[Recorded data]
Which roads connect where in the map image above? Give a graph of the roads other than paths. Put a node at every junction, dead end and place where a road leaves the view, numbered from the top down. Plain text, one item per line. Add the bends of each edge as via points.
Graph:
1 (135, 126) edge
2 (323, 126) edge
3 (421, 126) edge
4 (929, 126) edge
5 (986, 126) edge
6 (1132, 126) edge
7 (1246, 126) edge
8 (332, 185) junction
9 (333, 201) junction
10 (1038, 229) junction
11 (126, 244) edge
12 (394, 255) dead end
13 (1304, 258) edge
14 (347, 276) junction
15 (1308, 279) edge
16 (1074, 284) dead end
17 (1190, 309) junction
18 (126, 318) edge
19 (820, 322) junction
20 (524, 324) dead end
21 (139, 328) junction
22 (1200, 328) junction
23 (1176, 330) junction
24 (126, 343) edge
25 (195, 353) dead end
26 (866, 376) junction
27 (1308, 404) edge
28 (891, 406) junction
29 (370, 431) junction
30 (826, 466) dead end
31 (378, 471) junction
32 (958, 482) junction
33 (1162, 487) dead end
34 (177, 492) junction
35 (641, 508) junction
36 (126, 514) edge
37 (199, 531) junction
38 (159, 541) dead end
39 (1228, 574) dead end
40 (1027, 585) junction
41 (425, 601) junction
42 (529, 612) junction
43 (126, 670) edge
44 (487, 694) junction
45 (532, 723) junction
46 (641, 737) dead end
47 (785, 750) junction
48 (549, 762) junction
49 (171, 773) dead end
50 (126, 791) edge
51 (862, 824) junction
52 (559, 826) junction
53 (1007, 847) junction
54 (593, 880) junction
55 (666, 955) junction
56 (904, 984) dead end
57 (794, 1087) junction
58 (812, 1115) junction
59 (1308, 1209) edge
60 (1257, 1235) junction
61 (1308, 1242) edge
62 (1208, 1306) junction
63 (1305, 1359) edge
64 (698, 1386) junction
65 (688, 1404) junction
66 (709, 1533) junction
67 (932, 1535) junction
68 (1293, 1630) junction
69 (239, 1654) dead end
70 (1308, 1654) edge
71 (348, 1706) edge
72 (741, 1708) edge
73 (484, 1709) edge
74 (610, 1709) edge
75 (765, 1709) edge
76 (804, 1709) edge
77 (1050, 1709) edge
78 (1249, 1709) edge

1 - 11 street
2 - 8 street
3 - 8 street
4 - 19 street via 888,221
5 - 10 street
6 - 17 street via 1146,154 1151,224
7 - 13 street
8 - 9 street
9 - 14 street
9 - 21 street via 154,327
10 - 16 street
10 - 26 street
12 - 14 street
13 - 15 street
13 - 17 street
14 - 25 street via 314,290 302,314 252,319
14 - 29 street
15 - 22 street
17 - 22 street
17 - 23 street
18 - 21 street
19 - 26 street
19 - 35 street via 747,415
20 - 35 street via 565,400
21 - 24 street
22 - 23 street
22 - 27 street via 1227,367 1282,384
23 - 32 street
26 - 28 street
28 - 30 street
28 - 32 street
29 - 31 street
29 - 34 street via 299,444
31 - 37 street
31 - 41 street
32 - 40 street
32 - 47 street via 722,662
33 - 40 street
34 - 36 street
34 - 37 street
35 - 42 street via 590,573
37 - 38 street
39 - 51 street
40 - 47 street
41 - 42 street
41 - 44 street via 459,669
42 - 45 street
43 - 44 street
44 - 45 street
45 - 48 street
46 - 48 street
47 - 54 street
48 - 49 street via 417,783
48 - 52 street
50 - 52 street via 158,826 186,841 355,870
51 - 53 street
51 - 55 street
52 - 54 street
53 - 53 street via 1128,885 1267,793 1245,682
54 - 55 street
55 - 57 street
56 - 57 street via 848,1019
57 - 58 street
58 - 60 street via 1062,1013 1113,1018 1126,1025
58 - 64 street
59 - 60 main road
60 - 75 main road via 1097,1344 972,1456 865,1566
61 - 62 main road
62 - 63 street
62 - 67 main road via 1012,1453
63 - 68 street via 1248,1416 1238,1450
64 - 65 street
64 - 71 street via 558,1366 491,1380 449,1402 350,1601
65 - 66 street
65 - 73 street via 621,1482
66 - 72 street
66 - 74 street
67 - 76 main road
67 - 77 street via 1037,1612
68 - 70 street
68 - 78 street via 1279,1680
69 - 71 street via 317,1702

[Assigned task]
Copy out each line of the records where the word "main" appears.

[Exercise answer]
59 - 60 main road
60 - 75 main road via 1097,1344 972,1456 865,1566
61 - 62 main road
62 - 67 main road via 1012,1453
67 - 76 main road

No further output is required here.